Re: WOFF and padding at the end of the font file

On 8 Jun 2010, at 23:53, Sergey Malkin wrote:

> Looking at some OpenType font files I noticed that they include padding bytes after last table. I checked John Daggets’s web fonts page (http://people.mozilla.org/~jdaggett/webfonts/fonts/), there are at least two of them having this issue: Chunkfive.otf and MEgalopolisExtra.otf. I do not see such fonts shipped with Windows, but digging more into this I found at least two font tools I am using, that are inserting this unnecessary padding.

We encountered this issue last year, and testing of numerous fonts indicated that it DOES appear to be the norm that the last table is padded to a 4-byte boundary.

>  
> “OpenType Font File” section of OpenType specification says: “All tables must begin on four byte boundaries, and any remaining space between tables is padded with zeros.” There is nothing there about padding after last table. This would be ok, nobody is looking there anyway J. But, this makes exact recreation of original font file from WOFF impossible. Only way to get actual length of unpacked font is to add offset of the last table and its length. But this will give you size without padding applied after it, so it will not match length of original file specified in WOFF header.

It seems to me that the OpenType spec is unclear on this; it does not make an explicit statement, but it includes several things that imply such padding is expected. Moreover, my investigations into fonts currently in circulation seemed to suggest that at least one major font production tool (sorry, I forget which) formerly generated fonts without this padding, but was revised some time ago to include it.

>  
> How should we deal with this? Three options I can see: amending WOFF spec to allow up to 3 bytes of padding after last table, ask WOFF creation tools to reject files with extra padding (I do not know how many fonts will actually be affected) or adjust total unpacked length in WOFF header to exclude extra padding from original file length (although unpacking this will not result in original font file).

I think, based on what appears to be the common practice, that we should consider this last-table padding to be standard in sfnt files.

Regarding what the OpenType spec says: pay attention to the statement immediately before the sentence you cited from the "OpenType Font File" section, which reads:

    "Note: This function [i.e. the checksum-calculating code given in the spec to exemplify how checksums in the table directory are computed] implies that the length of a table must be a multiple of four bytes. In fact, a font is not considered structurally proper without the correct padding."

This seems to say that *every* table, as stored in the sfnt file, must be a multiple of 4 bytes in length, so that the checksum calculation function as defined in the spec can be applied to it.

There are a couple of other statements that also lend support to this interpretation. The "Recommendations" section (http://www.microsoft.com/typography/otspec/recom.htm) says that:

    "Any extra space after a table (and before the next LONG word boundry [sic]) should be padded with zeros."

It's certainly possible to read this as referring only to inter-table padding, but it would also be possible to read it as referring to every table, including the last.

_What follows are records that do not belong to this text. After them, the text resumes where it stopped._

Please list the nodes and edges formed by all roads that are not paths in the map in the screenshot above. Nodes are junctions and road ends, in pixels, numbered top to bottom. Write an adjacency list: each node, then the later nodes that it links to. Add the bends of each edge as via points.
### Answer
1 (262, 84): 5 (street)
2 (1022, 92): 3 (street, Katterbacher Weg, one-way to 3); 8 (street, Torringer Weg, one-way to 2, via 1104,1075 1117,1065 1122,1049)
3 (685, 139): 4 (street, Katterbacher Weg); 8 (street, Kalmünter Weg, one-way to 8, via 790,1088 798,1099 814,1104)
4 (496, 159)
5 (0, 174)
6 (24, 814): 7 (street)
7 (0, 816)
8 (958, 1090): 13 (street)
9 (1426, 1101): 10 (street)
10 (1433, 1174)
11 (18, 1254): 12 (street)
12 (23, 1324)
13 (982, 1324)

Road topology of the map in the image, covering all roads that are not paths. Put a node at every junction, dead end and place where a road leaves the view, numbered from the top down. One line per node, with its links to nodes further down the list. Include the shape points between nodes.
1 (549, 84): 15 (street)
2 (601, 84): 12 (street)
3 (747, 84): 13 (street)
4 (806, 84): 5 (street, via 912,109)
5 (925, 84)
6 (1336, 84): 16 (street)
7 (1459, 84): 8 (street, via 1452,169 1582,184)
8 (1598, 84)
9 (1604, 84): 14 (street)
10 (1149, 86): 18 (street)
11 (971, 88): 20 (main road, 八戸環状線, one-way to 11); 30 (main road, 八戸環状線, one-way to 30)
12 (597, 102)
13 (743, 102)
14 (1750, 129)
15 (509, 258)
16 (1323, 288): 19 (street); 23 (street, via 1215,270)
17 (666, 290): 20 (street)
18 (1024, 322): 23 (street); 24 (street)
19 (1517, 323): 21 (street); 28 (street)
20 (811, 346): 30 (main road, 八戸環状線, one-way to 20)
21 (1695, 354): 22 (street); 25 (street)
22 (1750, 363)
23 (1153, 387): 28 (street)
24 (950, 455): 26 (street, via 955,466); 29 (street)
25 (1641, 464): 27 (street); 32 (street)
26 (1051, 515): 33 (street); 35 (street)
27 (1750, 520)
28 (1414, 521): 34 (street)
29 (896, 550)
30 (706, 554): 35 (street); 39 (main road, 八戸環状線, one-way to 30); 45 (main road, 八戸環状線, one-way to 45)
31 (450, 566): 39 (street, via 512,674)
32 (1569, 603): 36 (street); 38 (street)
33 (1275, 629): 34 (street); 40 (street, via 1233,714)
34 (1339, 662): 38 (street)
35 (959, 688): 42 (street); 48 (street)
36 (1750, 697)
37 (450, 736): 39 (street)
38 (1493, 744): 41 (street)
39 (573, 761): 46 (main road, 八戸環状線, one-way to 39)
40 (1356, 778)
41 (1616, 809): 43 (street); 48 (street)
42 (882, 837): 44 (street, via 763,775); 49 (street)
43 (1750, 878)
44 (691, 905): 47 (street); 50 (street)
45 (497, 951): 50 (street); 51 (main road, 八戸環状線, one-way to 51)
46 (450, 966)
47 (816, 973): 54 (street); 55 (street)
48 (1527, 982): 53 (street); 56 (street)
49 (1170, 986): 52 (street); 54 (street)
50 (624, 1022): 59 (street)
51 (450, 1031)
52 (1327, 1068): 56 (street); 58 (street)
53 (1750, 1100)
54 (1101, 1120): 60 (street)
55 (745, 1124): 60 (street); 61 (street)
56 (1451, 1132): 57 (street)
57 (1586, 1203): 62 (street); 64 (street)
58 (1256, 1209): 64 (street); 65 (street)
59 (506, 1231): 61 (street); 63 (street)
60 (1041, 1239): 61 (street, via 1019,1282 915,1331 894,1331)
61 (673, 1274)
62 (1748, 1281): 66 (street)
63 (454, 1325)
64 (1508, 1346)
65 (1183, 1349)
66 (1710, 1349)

And the specification for the 'head' table, checkSumAdjustment field, tells us:

    "To compute: set it to 0, sum the entire font as ULONG, ...."

which is a somewhat ill-defined operation unless the entire font is expected to be a multiple of 4 bytes in length - which in turn implies that the last table is padded as necessary to ensure 4-byte alignment.

Finally, the sfnt2woff tool I created while we were developing the spec will issue a warning if the last table is not padded in this way. It will still generate a .woff file, but gives a warning because decoding back to sfnt will not produce an exact copy of the original. I don't recall seeing any complaints or questions about this warning, which leads me to think that fonts with an unpadded final table are not widespread.